(Information provided begins)
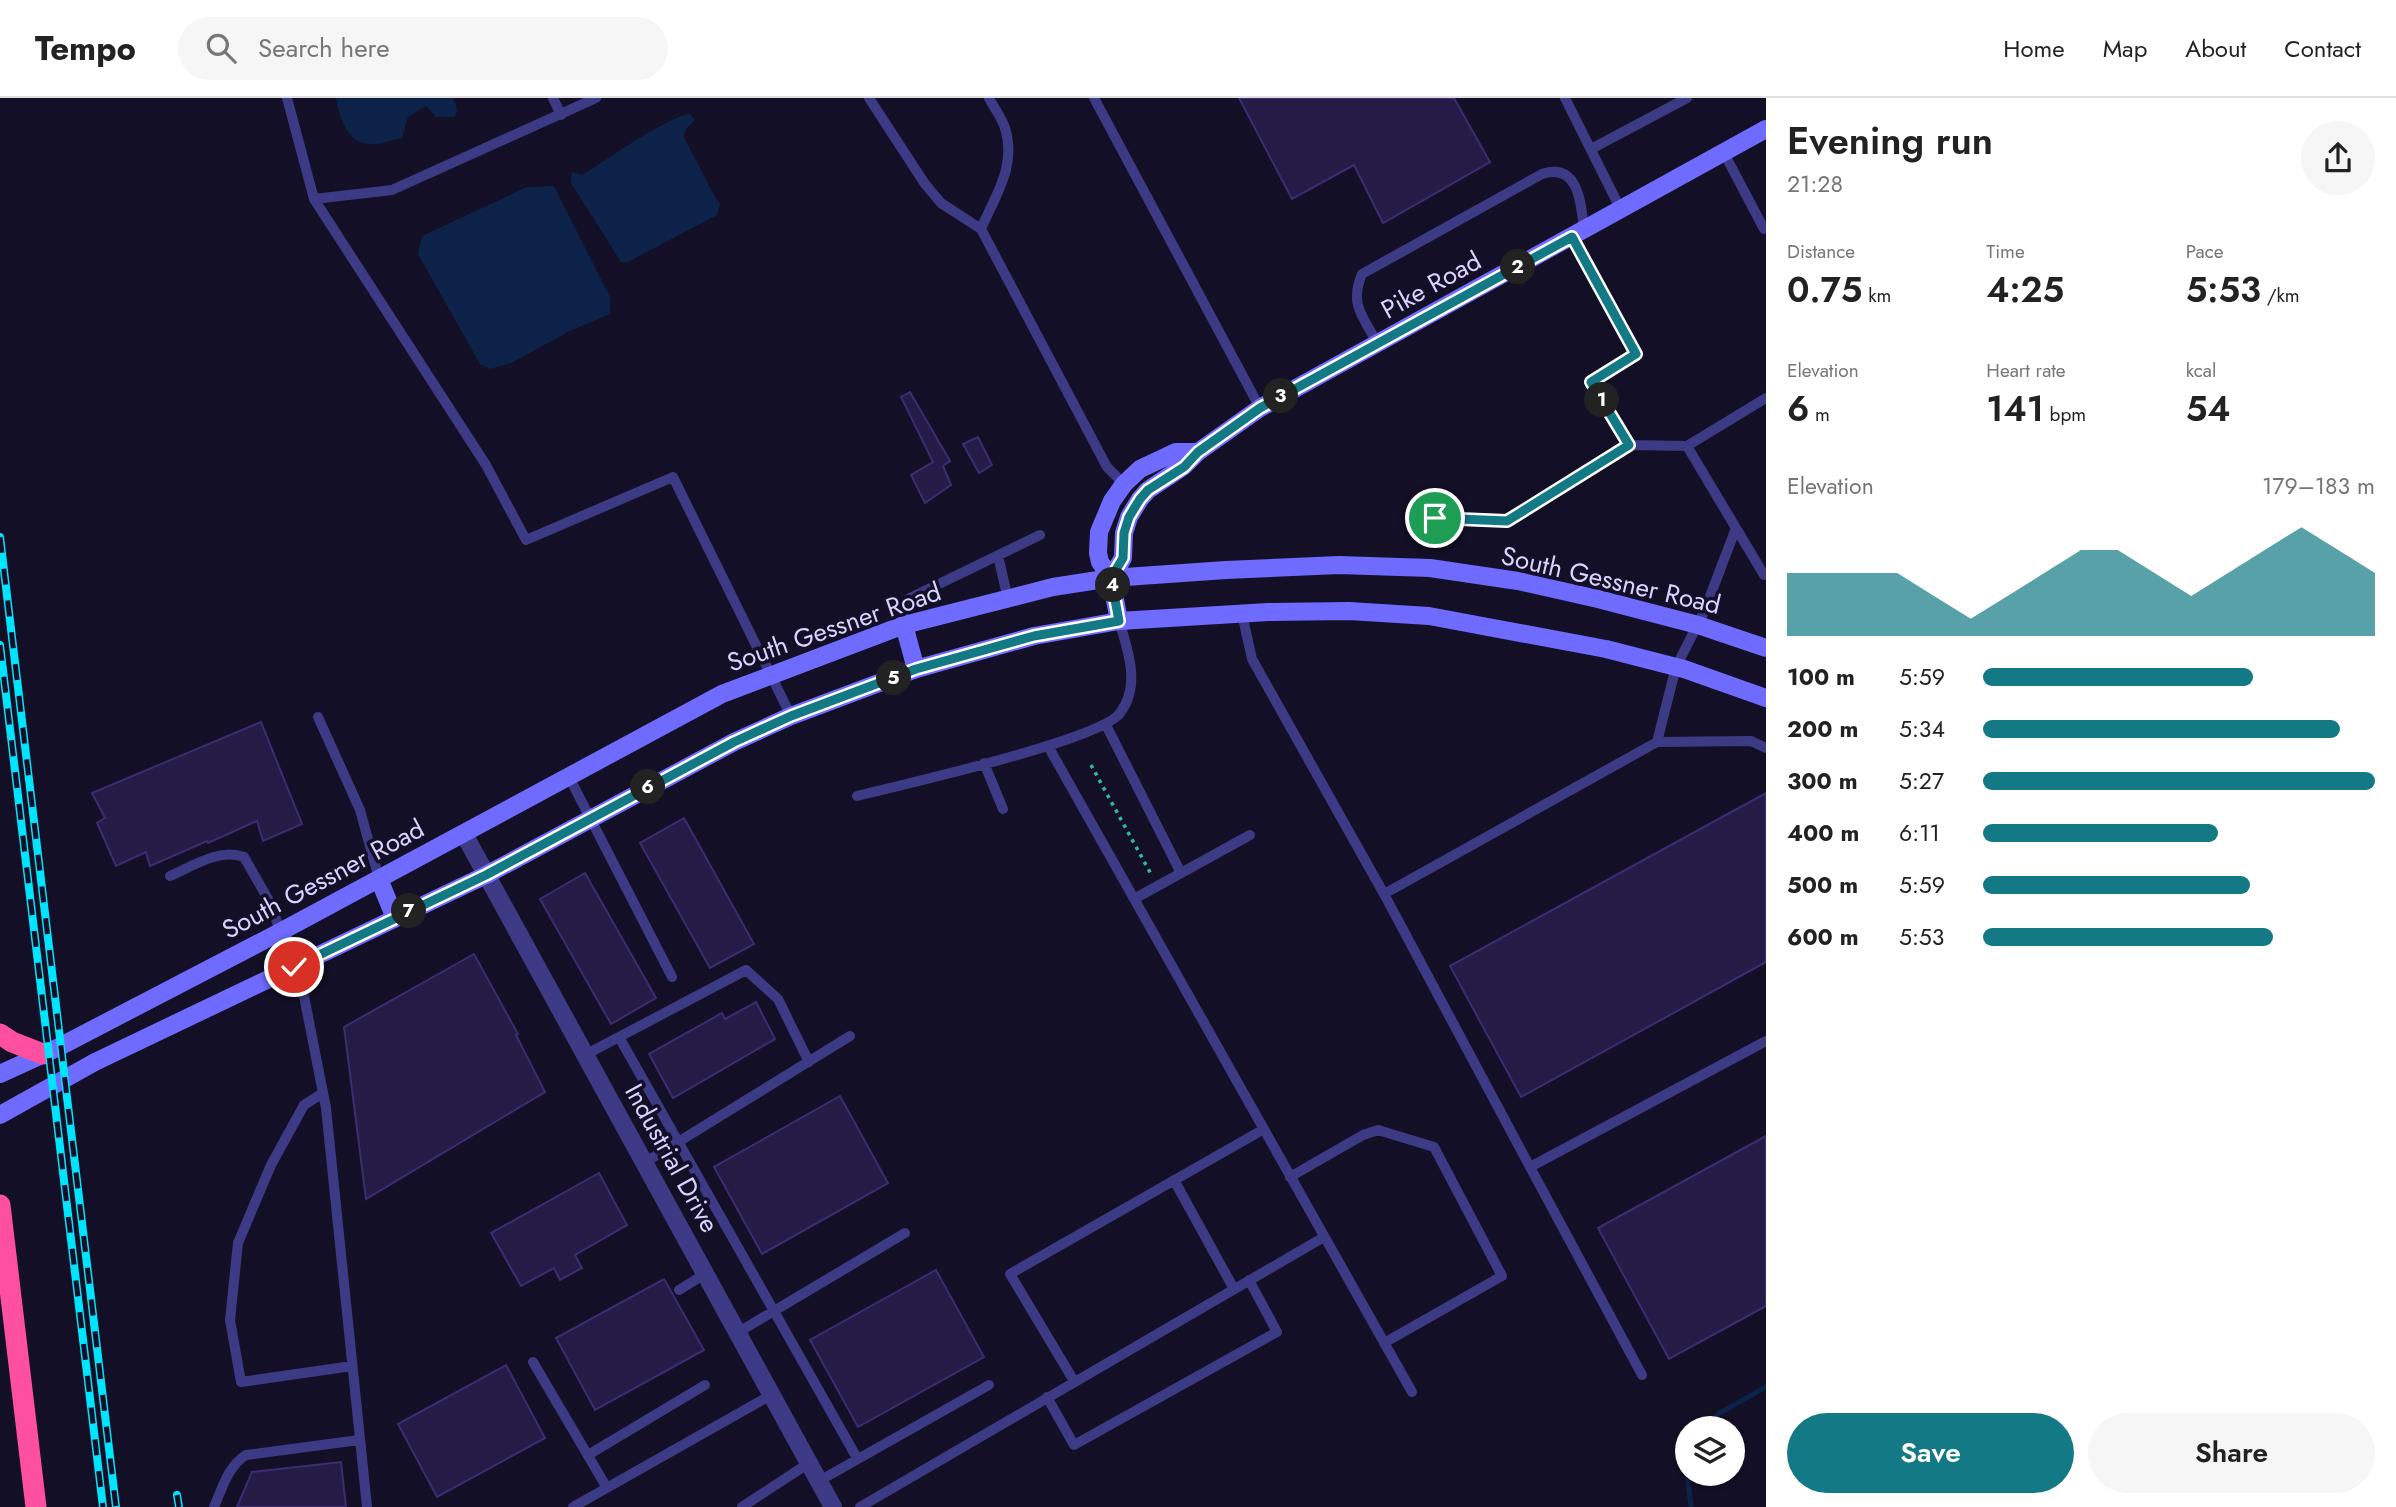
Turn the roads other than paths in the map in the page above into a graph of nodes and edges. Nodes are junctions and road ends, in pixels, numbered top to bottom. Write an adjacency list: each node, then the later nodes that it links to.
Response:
1 (287, 98): 13 (lane)
2 (553, 98): 9 (lane)
3 (596, 98): 9 (lane)
4 (869, 98): 15 (lane)
5 (989, 98): 15 (lane)
6 (1094, 98): 20 (lane)
7 (1565, 98): 11 (lane)
8 (1687, 98): 11 (lane)
9 (561, 115): 13 (lane)
10 (1766, 129): 12 (main road, Pike Road)
11 (1591, 149): 14 (lane)
12 (1724, 153): 14 (main road, Pike Road); 16 (lane)
13 (314, 199): 40 (lane)
14 (1621, 210): 17 (main road, Pike Road)
15 (981, 229): 24 (lane)
16 (1764, 229)
17 (1578, 234): 18 (main road, Pike Road); 18 (lane); 21 (lane)
18 (1378, 344): 20 (main road, Pike Road)
19 (1766, 398): 22 (lane)
20 (1260, 408): 23 (main road, Pike Road)
21 (1629, 445): 22 (lane); 26 (lane)
22 (1687, 446): 27 (lane)
23 (1198, 452): 24 (main road, Pike Road); 25 (main road, Pike Road)
24 (1124, 484): 25 (main road); 31 (main road, Pike Road)
25 (1140, 499): 31 (main road, Pike Road)
26 (1435, 518)
27 (1736, 528): 30 (lane); 36 (lane)
28 (1040, 535): 29 (lane)
29 (998, 556): 32 (lane); 35 (lane)
30 (1764, 575)
31 (1111, 578): 32 (main road, South Gessner Road); 34 (main road, Pike Road); 36 (main road, South Gessner Road)
32 (1008, 598): 35 (main road, South Gessner Road)
33 (1242, 614): 34 (main road); 38 (main road); 59 (lane)
34 (1119, 621): 39 (main road); 44 (lane)
35 (904, 625): 39 (main road); 40 (main road, South Gessner Road)
36 (1698, 625): 37 (main road, South Gessner Road); 38 (lane)
37 (1766, 648)
38 (1676, 667): 41 (main road); 45 (lane)
39 (916, 669): 42 (main road)
40 (772, 674): 42 (lane); 49 (main road, South Gessner Road)
41 (1766, 698)
42 (791, 716): 52 (main road)
43 (318, 717): 58 (lane)
44 (1106, 726): 46 (lane); 55 (lane)
45 (1657, 742): 47 (lane); 59 (lane)
46 (1048, 746): 48 (lane); 60 (lane)
47 (1766, 748)
48 (984, 763): 50 (lane); 51 (lane)
49 (569, 777): 52 (lane); 53 (main road, South Gessner Road)
50 (858, 796)
51 (1003, 809)
52 (589, 817): 56 (main road); 64 (lane)
53 (464, 834): 56 (street, Industrial Drive); 58 (main road, South Gessner Road)
54 (1250, 835): 55 (lane)
55 (1181, 873): 60 (lane)
56 (486, 875): 61 (main road); 70 (street, Industrial Drive)
57 (170, 876): 62 (lane)
58 (379, 879): 61 (main road); 62 (main road, South Gessner Road)
59 (1384, 894): 78 (lane)
60 (1134, 899): 75 (lane)
61 (395, 918): 63 (main road)
62 (280, 932): 63 (main road); 69 (main road, South Gessner Road)
63 (294, 967): 73 (lane); 74 (main road)
64 (672, 977)
65 (0, 1034): 69 (highway)
66 (850, 1036): 71 (lane)
67 (619, 1037): 70 (lane); 71 (lane); 76 (lane)
68 (1766, 1041): 78 (lane)
69 (43, 1054): 72 (main road, South Gessner Road)
70 (585, 1055): 77 (street, Industrial Drive)
71 (808, 1062): 76 (lane)
72 (0, 1074)
73 (323, 1093): 92 (lane); 92 (lane)
74 (0, 1115)
75 (1264, 1129): 79 (lane); 80 (lane)
76 (678, 1142): 77 (lane); 88 (lane)
77 (644, 1163): 84 (street, Industrial Drive)
78 (1530, 1167): 93 (lane)
79 (1290, 1177): 83 (lane); 90 (lane)
80 (1174, 1180): 86 (lane); 94 (lane)
81 (0, 1205): 106 (highway)
82 (905, 1233): 88 (lane)
83 (1324, 1237): 85 (lane); 90 (lane)
84 (705, 1274): 87 (lane); 89 (street, Industrial Drive)
85 (1249, 1280): 86 (lane); 99 (lane)
86 (1234, 1289): 94 (lane)
87 (679, 1290)
88 (774, 1311): 89 (lane); 102 (lane)
89 (737, 1333): 98 (street, Industrial Drive)
90 (1384, 1343): 97 (lane)
91 (533, 1362): 101 (lane)
92 (352, 1366): 100 (lane)
93 (1642, 1375)
94 (1074, 1381): 99 (lane)
95 (705, 1385): 101 (lane)
96 (989, 1385): 102 (lane)
97 (1412, 1392)
98 (771, 1395): 103 (street, Industrial Drive); 105 (lane)
99 (1047, 1397): 112 (lane)
100 (359, 1440): 107 (lane); 108 (lane)
101 (587, 1455): 105 (lane)
102 (857, 1458): 104 (lane)
103 (809, 1463): 104 (street, Industrial Drive); 110 (lane)
104 (819, 1482): 111 (street, Industrial Drive)
105 (607, 1488): 109 (lane)
106 (36, 1507)
107 (214, 1507)
108 (367, 1507)
109 (573, 1507)
110 (742, 1507)
111 (833, 1507)
112 (860, 1507)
(Information provided ends)
**What the task asks**
Because only the text is wanted, copy each record above precisely and omit its pictures.

**Answer to the problem**
Turn the roads other than paths in the map in the page above into a graph of nodes and edges. Nodes are junctions and road ends, in pixels, numbered top to bottom. Write an adjacency list: each node, then the later nodes that it links to.
Response:
1 (287, 98): 13 (lane)
2 (553, 98): 9 (lane)
3 (596, 98): 9 (lane)
4 (869, 98): 15 (lane)
5 (989, 98): 15 (lane)
6 (1094, 98): 20 (lane)
7 (1565, 98): 11 (lane)
8 (1687, 98): 11 (lane)
9 (561, 115): 13 (lane)
10 (1766, 129): 12 (main road, Pike Road)
11 (1591, 149): 14 (lane)
12 (1724, 153): 14 (main road, Pike Road); 16 (lane)
13 (314, 199): 40 (lane)
14 (1621, 210): 17 (main road, Pike Road)
15 (981, 229): 24 (lane)
16 (1764, 229)
17 (1578, 234): 18 (main road, Pike Road); 18 (lane); 21 (lane)
18 (1378, 344): 20 (main road, Pike Road)
19 (1766, 398): 22 (lane)
20 (1260, 408): 23 (main road, Pike Road)
21 (1629, 445): 22 (lane); 26 (lane)
22 (1687, 446): 27 (lane)
23 (1198, 452): 24 (main road, Pike Road); 25 (main road, Pike Road)
24 (1124, 484): 25 (main road); 31 (main road, Pike Road)
25 (1140, 499): 31 (main road, Pike Road)
26 (1435, 518)
27 (1736, 528): 30 (lane); 36 (lane)
28 (1040, 535): 29 (lane)
29 (998, 556): 32 (lane); 35 (lane)
30 (1764, 575)
31 (1111, 578): 32 (main road, South Gessner Road); 34 (main road, Pike Road); 36 (main road, South Gessner Road)
32 (1008, 598): 35 (main road, South Gessner Road)
33 (1242, 614): 34 (main road); 38 (main road); 59 (lane)
34 (1119, 621): 39 (main road); 44 (lane)
35 (904, 625): 39 (main road); 40 (main road, South Gessner Road)
36 (1698, 625): 37 (main road, South Gessner Road); 38 (lane)
37 (1766, 648)
38 (1676, 667): 41 (main road); 45 (lane)
39 (916, 669): 42 (main road)
40 (772, 674): 42 (lane); 49 (main road, South Gessner Road)
41 (1766, 698)
42 (791, 716): 52 (main road)
43 (318, 717): 58 (lane)
44 (1106, 726): 46 (lane); 55 (lane)
45 (1657, 742): 47 (lane); 59 (lane)
46 (1048, 746): 48 (lane); 60 (lane)
47 (1766, 748)
48 (984, 763): 50 (lane); 51 (lane)
49 (569, 777): 52 (lane); 53 (main road, South Gessner Road)
50 (858, 796)
51 (1003, 809)
52 (589, 817): 56 (main road); 64 (lane)
53 (464, 834): 56 (street, Industrial Drive); 58 (main road, South Gessner Road)
54 (1250, 835): 55 (lane)
55 (1181, 873): 60 (lane)
56 (486, 875): 61 (main road); 70 (street, Industrial Drive)
57 (170, 876): 62 (lane)
58 (379, 879): 61 (main road); 62 (main road, South Gessner Road)
59 (1384, 894): 78 (lane)
60 (1134, 899): 75 (lane)
61 (395, 918): 63 (main road)
62 (280, 932): 63 (main road); 69 (main road, South Gessner Road)
63 (294, 967): 73 (lane); 74 (main road)
64 (672, 977)
65 (0, 1034): 69 (highway)
66 (850, 1036): 71 (lane)
67 (619, 1037): 70 (lane); 71 (lane); 76 (lane)
68 (1766, 1041): 78 (lane)
69 (43, 1054): 72 (main road, South Gessner Road)
70 (585, 1055): 77 (street, Industrial Drive)
71 (808, 1062): 76 (lane)
72 (0, 1074)
73 (323, 1093): 92 (lane); 92 (lane)
74 (0, 1115)
75 (1264, 1129): 79 (lane); 80 (lane)
76 (678, 1142): 77 (lane); 88 (lane)
77 (644, 1163): 84 (street, Industrial Drive)
78 (1530, 1167): 93 (lane)
79 (1290, 1177): 83 (lane); 90 (lane)
80 (1174, 1180): 86 (lane); 94 (lane)
81 (0, 1205): 106 (highway)
82 (905, 1233): 88 (lane)
83 (1324, 1237): 85 (lane); 90 (lane)
84 (705, 1274): 87 (lane); 89 (street, Industrial Drive)
85 (1249, 1280): 86 (lane); 99 (lane)
86 (1234, 1289): 94 (lane)
87 (679, 1290)
88 (774, 1311): 89 (lane); 102 (lane)
89 (737, 1333): 98 (street, Industrial Drive)
90 (1384, 1343): 97 (lane)
91 (533, 1362): 101 (lane)
92 (352, 1366): 100 (lane)
93 (1642, 1375)
94 (1074, 1381): 99 (lane)
95 (705, 1385): 101 (lane)
96 (989, 1385): 102 (lane)
97 (1412, 1392)
98 (771, 1395): 103 (street, Industrial Drive); 105 (lane)
99 (1047, 1397): 112 (lane)
100 (359, 1440): 107 (lane); 108 (lane)
101 (587, 1455): 105 (lane)
102 (857, 1458): 104 (lane)
103 (809, 1463): 104 (street, Industrial Drive); 110 (lane)
104 (819, 1482): 111 (street, Industrial Drive)
105 (607, 1488): 109 (lane)
106 (36, 1507)
107 (214, 1507)
108 (367, 1507)
109 (573, 1507)
110 (742, 1507)
111 (833, 1507)
112 (860, 1507)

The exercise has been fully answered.